Im Tagesverlauf war die Zahl der Länder, die ein Startverbot erteilten, kontinuierlich gewachsen. Sowohl Australien und Südkorea als auch Großbritannien und Frankreich hatten sich schon früh dazu entschieden.

Später stoppte mit Tui auch einer der weltgrößten Reisekonzerne alle Flüge mit dem umstrittenen Flugzeugtyp. Der Schritt umfasse alle Fluggesellschaften des Konzerns, hatte ein Unternehmenssprecher mitgeteilt. Kunden, die von diesem Mittwoch an auf Flüge mit einer der 15 Boeing-Max-Maschinen gebucht sind, will der Konzern auf seiner Internetseite über Änderungen der Reisepläne informieren.

USA und Kanada lassen die Boeing 737 Max 8 weiterfliegen

Die US-Luftfahrtaufsichtsbehörde Federal Aviation Administration (FAA) hält die Boeing 737 Max 8 ungeachtet des Absturzes weiterhin für flugtauglich. Auch in Kanada darf das Flugzeug noch fliegen. Die FAA wies das Unternehmen allerdings an, Änderungen an der Software und am Kontrollsystem MCAS vorzunehmen. Die Untersuchung zum Absturz in Äthiopien habe gerade erst begonnen - "und uns liegen bislang keine Daten vor, um Schlussfolgerungen zu ziehen oder Maßnahmen zu ergreifen", hieß es von Seiten der FAA. US-Verkehrsministerin Elaine Chao erklärte, die FAA werde sofort Maßnahmen einleiten, sollten bei den anstehenden Untersuchungen Sicherheitsrisiken entdeckt werden. "Ich möchte den Menschen versichern, dass wir diese Zwischenfälle, diese Unfälle, sehr ernst nehmen", sagte sie.

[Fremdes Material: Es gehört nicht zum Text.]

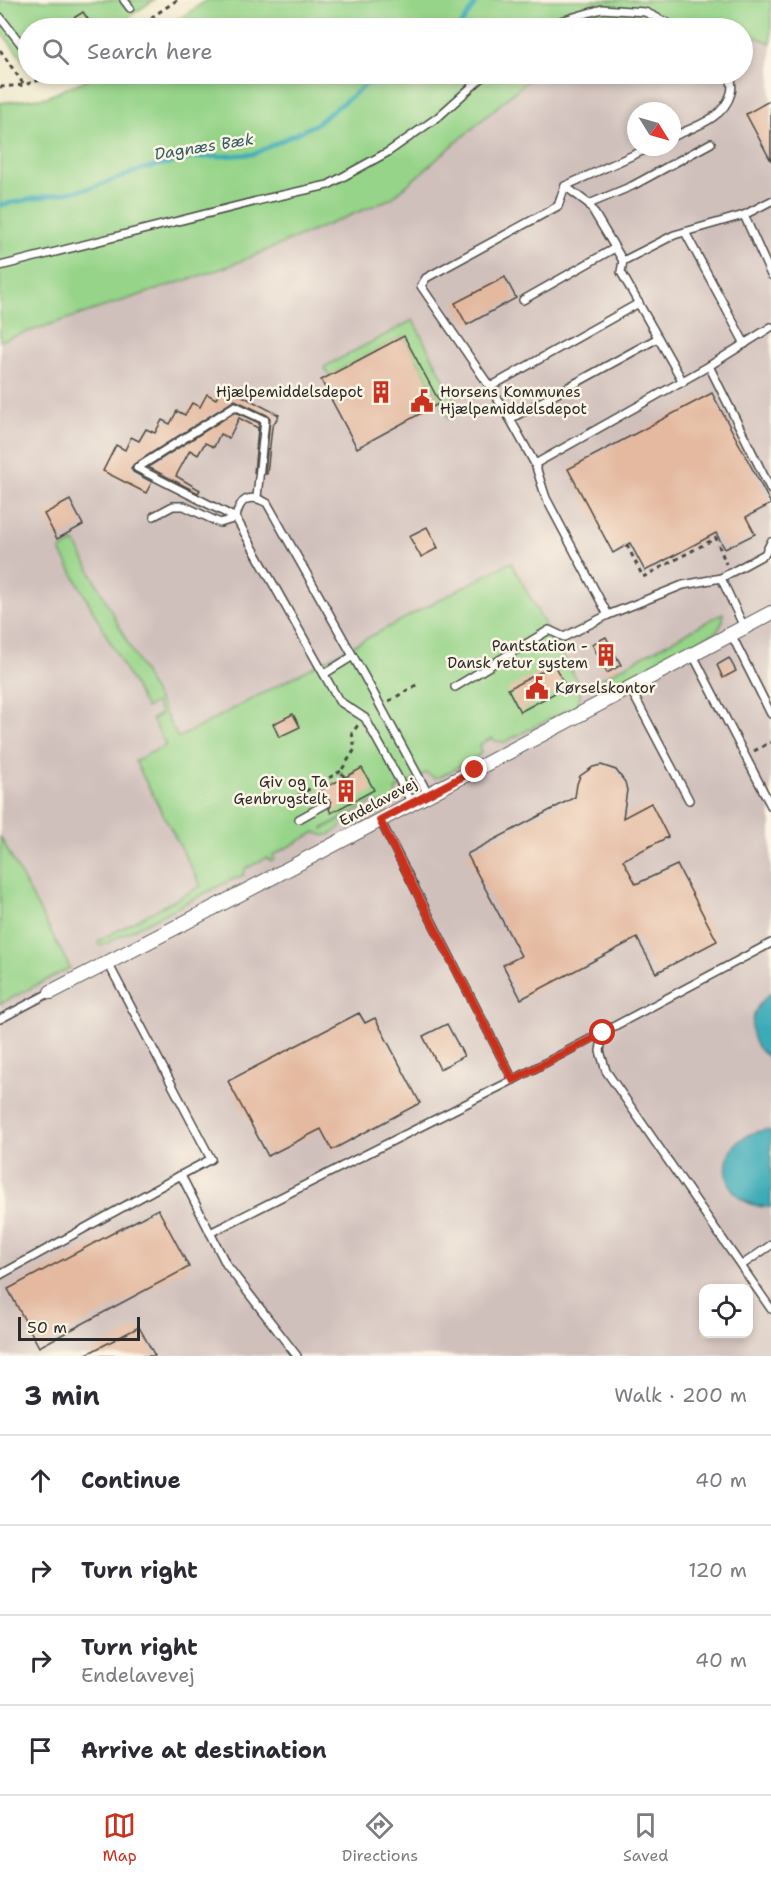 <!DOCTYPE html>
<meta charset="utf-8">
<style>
:root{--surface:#fff;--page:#f7f7f7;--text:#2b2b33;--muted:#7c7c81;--line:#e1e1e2;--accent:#c8321e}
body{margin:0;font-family:"Shantell Sans",sans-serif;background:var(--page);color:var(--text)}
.controls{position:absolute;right:18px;bottom:18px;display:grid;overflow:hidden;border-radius:12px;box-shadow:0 3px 9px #0003}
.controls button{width:54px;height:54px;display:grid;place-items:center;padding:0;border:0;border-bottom:2px solid var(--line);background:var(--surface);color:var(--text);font:30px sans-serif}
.compass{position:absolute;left:627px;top:102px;width:54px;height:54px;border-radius:50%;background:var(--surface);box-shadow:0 3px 9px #0003;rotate:127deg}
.scale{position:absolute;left:18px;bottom:15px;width:122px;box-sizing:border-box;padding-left:6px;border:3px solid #2b2b2b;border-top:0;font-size:16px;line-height:21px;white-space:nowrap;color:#2b2b2b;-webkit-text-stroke:4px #fcf5e5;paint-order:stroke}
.stop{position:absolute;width:18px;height:18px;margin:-14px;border:4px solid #c8321e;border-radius:50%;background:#fff}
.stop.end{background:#c8321e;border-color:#fff;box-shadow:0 2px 6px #0008}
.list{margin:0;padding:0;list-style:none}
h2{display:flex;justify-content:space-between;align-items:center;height:78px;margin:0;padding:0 24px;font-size:26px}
h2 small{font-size:20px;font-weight:400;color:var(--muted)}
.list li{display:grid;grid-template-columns:39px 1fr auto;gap:18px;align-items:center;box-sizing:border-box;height:90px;padding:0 24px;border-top:2px solid var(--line)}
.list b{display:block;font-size:22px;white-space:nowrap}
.list p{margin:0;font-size:20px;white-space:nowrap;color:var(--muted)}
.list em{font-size:20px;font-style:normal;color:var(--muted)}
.icon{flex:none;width:33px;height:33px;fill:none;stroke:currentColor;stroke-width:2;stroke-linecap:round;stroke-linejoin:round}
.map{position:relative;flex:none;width:771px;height:1356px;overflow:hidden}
.search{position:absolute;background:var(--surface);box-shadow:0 3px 9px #0003;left:18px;right:18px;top:18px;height:66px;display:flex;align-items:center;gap:15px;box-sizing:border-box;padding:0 21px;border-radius:33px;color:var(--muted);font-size:22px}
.sheet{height:438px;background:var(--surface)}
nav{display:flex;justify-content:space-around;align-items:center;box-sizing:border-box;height:84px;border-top:2px solid var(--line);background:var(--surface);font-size:16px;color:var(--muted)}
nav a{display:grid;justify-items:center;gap:3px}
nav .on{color:var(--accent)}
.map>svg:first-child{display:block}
.industrial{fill:#d0c0bc;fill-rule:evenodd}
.green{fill:#96d489;stroke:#60805a;stroke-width:1.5}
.water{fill:#3babb8;stroke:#336b72;stroke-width:1.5}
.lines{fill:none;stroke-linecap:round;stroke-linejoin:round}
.stream{stroke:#3babb8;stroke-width:4.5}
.building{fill:#e4b9a0}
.lane-casing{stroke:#494843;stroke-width:10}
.street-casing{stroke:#494843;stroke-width:16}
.path{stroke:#494843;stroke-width:3;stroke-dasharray:4.5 4.5;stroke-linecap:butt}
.lane{stroke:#fff;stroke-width:7}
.street{stroke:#fff;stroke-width:14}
.route{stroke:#c8321e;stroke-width:8}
.labels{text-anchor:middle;stroke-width:5;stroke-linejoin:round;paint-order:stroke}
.poi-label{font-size:15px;fill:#2b2b2b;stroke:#fcf5e5;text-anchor:end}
.street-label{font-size:15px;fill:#2b2b2b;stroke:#fcf5e5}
.water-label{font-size:16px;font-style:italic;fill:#315e63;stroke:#fcf5e5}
</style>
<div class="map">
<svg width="771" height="1356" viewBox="0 0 771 1356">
<rect width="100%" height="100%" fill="#fcf5e5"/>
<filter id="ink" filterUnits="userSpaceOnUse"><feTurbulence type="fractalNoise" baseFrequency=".0167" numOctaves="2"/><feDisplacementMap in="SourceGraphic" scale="12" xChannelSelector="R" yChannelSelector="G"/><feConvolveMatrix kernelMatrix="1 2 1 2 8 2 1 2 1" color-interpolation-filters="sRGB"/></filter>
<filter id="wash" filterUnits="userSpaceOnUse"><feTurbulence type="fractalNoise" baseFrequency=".008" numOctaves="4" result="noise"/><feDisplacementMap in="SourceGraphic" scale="24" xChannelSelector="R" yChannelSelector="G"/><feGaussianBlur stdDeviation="1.35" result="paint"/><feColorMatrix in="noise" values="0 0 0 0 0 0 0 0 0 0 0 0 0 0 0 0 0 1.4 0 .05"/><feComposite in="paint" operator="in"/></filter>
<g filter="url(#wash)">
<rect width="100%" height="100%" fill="#f0e9ce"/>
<path class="industrial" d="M748,34L771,43V1356H0V1004L69,968L0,836V341L229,266L392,198L535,74H742L743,35ZM636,111H672V147H636ZM704,1288H748V1334H704Z"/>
<g class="green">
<polygon points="0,0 154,0 112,28 28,28 28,67 0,30"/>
<polygon points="207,0 771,0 771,43 748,34 743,35 742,28 166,28"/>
<polygon points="99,74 535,74 392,198 229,266 0,341 0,103 47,97"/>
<polygon points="413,320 461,412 449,419 404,336 329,376 324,367"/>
<path d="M75,542L178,738L511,562L563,659H565L581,688L579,704L505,742L495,741L492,738L479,745L481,753L478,756L440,777L435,778L426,773L396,789V798C389,805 381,805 373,802L323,828V829L346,817C340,829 329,842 316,832L273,855L275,859L272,861L266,858L245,869L244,875L227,882L101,946L98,944V941L201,886L135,761L166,745L152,719L161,714L155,703L146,708L60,550Z"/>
<path d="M723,613C724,621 722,625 716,632L611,687L597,681Z"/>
<polygon points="0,836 70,968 0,1004"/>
</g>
<g class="water">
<path d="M771,993V1059C743,1042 747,1011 771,993Z"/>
<path d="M766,1130L771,1131V1207C715,1209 710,1136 766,1130Z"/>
</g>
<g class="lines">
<g class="stream">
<polyline points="459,28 478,0"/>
<polyline points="0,205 91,188 146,168 193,158 254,154 316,124 368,83 397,74"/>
</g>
</g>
<g id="blocks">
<g class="building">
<polygon points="83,12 94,28 58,28"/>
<polygon points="771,100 771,161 746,114"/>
<polygon points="505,277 516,298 467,325 455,303"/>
<polygon points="404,336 440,403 357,448 321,380"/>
<polygon points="223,386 279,415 272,427 267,474 265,474 270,418 267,415 235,400 134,464 131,468 133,472 152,482 146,493 103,471 116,445 125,450 131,437 139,441 146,429 155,433 162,420 170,424 177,411 185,415 192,403 200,407 207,394 216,399"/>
<polygon points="712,393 771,504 746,517 755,534 725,549 716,533 645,571 630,543 613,553 568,469"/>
<polygon points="235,412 259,423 254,473 258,428 239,418 229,438 220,434 214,447 205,443 198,455 190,450 176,476 200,490 198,493 148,467"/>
<polygon points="70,500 83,525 57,539 44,514"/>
<polygon points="427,527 438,548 421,557 409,536"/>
<polygon points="606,637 621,665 607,673 592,644"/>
<polygon points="729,658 736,671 723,678 717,665"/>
<polygon points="554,665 566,687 520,712 508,689"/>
<polygon points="293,714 300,727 279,737 273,724"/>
<polygon points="601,765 616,770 625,782 627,790 623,818 651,803 668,837 623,860 636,884 677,865 717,941 656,973 637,938 521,999 503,965 521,956 467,854 575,797 577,784 580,776 593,767"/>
<polygon points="362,768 374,790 331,813 329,809 331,806 331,802 328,799 323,799 319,791"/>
<polygon points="359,1013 365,1023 375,1018 420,1103 332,1150 321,1129 268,1156 228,1081"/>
<polygon points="447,1024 464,1056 440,1069 423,1036"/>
<polygon points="158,1209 189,1267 39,1347 8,1289"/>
<polygon points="139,1327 155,1356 83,1356"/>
</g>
</g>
</g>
<g filter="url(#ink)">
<use href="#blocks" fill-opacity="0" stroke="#494843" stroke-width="1.5"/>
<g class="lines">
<g class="lane-casing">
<g id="lane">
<polyline points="124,0 130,8"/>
<polyline points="0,17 28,53"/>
<polyline points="544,28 550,24 602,9 645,12 678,28"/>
<path d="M672,137C694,127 724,119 731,93C733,87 731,79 730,74"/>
<polyline points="565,186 589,204 623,261"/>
<polyline points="771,201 744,215 771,275"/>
<polyline points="589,204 632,186 711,143"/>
<polyline points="685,232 745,344"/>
<polyline points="0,266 265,199 328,185 388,152 438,117 486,74"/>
<polyline points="523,300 615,248"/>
<polyline points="771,327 709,366 771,490"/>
<polyline points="683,382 621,272 623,261 674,235 744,215"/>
<polyline points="490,387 639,303"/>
<polyline points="510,419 658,338"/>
<polyline points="535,464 709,366"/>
<polyline points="154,516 173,506 184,506 220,523 236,518"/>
<polyline points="236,518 137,468 235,406 265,420 257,497"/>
<polyline points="608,615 546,498 535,464 510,419 490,387 421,286 426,278 558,206 565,186 651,147"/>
<polyline points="744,627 721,578 765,554 771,542"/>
<polyline points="731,634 771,714"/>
<polyline points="693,655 771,806"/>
<polyline points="324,674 353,656"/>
<polyline points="455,687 549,630 564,637 608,615 683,585 721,578"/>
<polyline points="630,688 689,800"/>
<path d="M412,803L365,718L339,701L236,518C239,499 249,493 267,503L367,681L428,794"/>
<polyline points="299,819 326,804"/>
<polyline points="380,820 513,1080"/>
<polyline points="108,963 211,1159 181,1175"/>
<polyline points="0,1019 51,992"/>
<polyline points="603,1033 600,1051 606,1071 771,1309"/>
<polyline points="210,1233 513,1080 771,943"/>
<polyline points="742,1265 771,1245"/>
<polyline points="0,1275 181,1175 226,1264 297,1356"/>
</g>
</g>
<g class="street-casing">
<polyline id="street" points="51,992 265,881 771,613"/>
</g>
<g class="path">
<polyline points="136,28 177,0"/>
<polyline points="0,50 24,85"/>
<polyline points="0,87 24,85 59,74"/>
<polyline points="627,545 643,577 716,538 726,564"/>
<polyline points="389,701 418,684"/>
<polyline points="754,751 771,742"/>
<polyline points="344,777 341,771 355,749 352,733 358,725"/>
<polyline points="290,800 341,771"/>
</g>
<use href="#lane" class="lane"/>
<use href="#street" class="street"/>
</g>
</g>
<g class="lines" filter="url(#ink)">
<polyline class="route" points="475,770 380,820 388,837 513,1080 603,1033"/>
</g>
<defs>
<g id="building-bare" transform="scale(1.8)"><path d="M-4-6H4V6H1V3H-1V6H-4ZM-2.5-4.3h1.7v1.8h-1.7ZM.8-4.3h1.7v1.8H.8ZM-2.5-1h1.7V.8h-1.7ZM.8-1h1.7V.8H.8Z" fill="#c8321e" stroke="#fcf5e5" stroke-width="2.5" paint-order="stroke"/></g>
<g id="civic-bare" transform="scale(1.8)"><path d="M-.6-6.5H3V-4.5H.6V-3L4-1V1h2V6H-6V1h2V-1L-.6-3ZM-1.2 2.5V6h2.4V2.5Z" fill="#c8321e" stroke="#fcf5e5" stroke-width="2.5" paint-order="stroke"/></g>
</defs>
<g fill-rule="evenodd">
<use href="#building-bare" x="381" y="392"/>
<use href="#civic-bare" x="422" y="401"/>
<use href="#building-bare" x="606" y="655"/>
<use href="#civic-bare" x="537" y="688"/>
<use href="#building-bare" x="346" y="791"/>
</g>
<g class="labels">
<g class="poi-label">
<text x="363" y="397">Hjælpemiddelsdepot</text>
<text x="440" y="397" text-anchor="start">Horsens Kommunes<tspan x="440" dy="17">Hjælpemiddelsdepot</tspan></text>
<text x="588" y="651">Pantstation -<tspan x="588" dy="17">Dansk retur system</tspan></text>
<text x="555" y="693" text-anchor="start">Kørselskontor</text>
<text x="328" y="787">Giv og Ta<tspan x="328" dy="17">Genbrugstelt</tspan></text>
</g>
<g class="street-label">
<text transform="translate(378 802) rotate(-28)" y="5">Endelavevej</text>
</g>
<g class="water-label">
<text transform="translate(204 146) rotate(-9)" y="6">Dagnæs Bæk</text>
</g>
</g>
</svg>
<div class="controls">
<button><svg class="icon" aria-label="locate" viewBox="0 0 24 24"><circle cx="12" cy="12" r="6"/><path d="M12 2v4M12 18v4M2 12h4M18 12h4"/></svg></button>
</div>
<svg class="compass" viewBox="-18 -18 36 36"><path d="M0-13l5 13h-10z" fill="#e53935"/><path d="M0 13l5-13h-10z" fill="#7c7c81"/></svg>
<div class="scale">50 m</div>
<div class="stop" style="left:603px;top:1033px"></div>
<div class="stop end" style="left:475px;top:770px"></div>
<div class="search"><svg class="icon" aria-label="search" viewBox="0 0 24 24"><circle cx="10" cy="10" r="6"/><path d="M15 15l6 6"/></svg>Search here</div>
</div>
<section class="sheet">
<h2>3 min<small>Walk · 200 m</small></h2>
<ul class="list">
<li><svg class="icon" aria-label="ahead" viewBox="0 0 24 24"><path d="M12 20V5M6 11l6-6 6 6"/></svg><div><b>Continue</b></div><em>40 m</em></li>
<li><svg class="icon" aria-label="right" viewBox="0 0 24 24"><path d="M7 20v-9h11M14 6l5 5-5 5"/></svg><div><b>Turn right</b></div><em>120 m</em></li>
<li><svg class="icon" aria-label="right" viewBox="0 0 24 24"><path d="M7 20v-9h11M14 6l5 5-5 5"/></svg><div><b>Turn right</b><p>Endelavevej</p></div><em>40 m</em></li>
<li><svg class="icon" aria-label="arrive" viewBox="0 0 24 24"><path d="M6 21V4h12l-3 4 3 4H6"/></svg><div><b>Arrive at destination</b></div></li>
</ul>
</section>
<nav>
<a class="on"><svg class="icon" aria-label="map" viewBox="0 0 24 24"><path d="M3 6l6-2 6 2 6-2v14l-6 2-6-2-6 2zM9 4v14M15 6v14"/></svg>Map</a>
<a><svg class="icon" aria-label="directions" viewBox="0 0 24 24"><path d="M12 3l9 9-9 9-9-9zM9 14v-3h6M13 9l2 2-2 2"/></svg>Directions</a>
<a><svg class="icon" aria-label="saved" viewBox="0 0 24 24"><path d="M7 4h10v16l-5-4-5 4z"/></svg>Saved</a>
</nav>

Unterdessen erklärte der Chef von Ethiopian Airlines, Tewolde GebreMariam, dass die Piloten der verunglückten Boeing 737 Max 8 der Flugsicherung kurz vor dem Absturz von Problemen berichteten, die Maschine unter Kontrolle zu halten.

Welche Probleme das genau waren, blieb aber zunächst unklar. Ethiopian hatte bislang noch keine Details preisgegeben, was in den letzten Minuten im Cockpit passiert ist. Der Airline-Chef sagte weiter, die am Montag gefundenen Flugschreiber würden nun zur Auswertung ins Ausland geschickt. Normalerweise werden sie ins Herstellerland geschickt, in diesem Fall die USA.

"Ich will keinen Albert Einstein als meinen Piloten"

Der Aktienkurs des Boeing-Konzerns, der bereits am Montag deutlich gefallen war, lag am Dienstag um weitere sechs Prozent im Minus. Der US-Flugzeughersteller kündigte baldige Änderungen an der Steuerungssoftware des betroffenen Flugzeugmodells an. Schon nach dem Absturz einer Maschine gleichen Typs im Oktober 2018 sei damit begonnen worden, die Steuersoftware weiterzuentwickeln, "um ein jetzt schon sicheres Flugzeug noch sicherer zu machen", hieß es von Konzernseite. Das Software-Upgrade solle in den kommendem Wochen bei allen Maschinen aufgespielt werden. Am Abend hieß es in einer Meldung des Wall Street Journal, dass die Änderungen bei der Software substanziell ausfallen würden.

US-Präsident Donald Trump sprach sich mittlerweile gegen den Einsatz von zu viel Computertechnologie in der Luftfahrtbranche ausgesprochen. "Flugzeuge werden viel zu kompliziert zum Fliegen", schrieb er auf Twitter. Statt Piloten brauche es heutzutage Computerspezialisten. Es gehe immer darum, einen "unnötigen" Schritt weiter zu gehen, dabei sei es besser, sich auf alte und simple Verfahren zu verlassen, fügte er hinzu. "Ich weiß nicht, wie es Euch geht, aber ich will keinen Albert Einstein als meinen Piloten. Ich will großartige Flugprofis, die einfach und schnell die Kontrolle über ein Flugzeug übernehmen dürfen."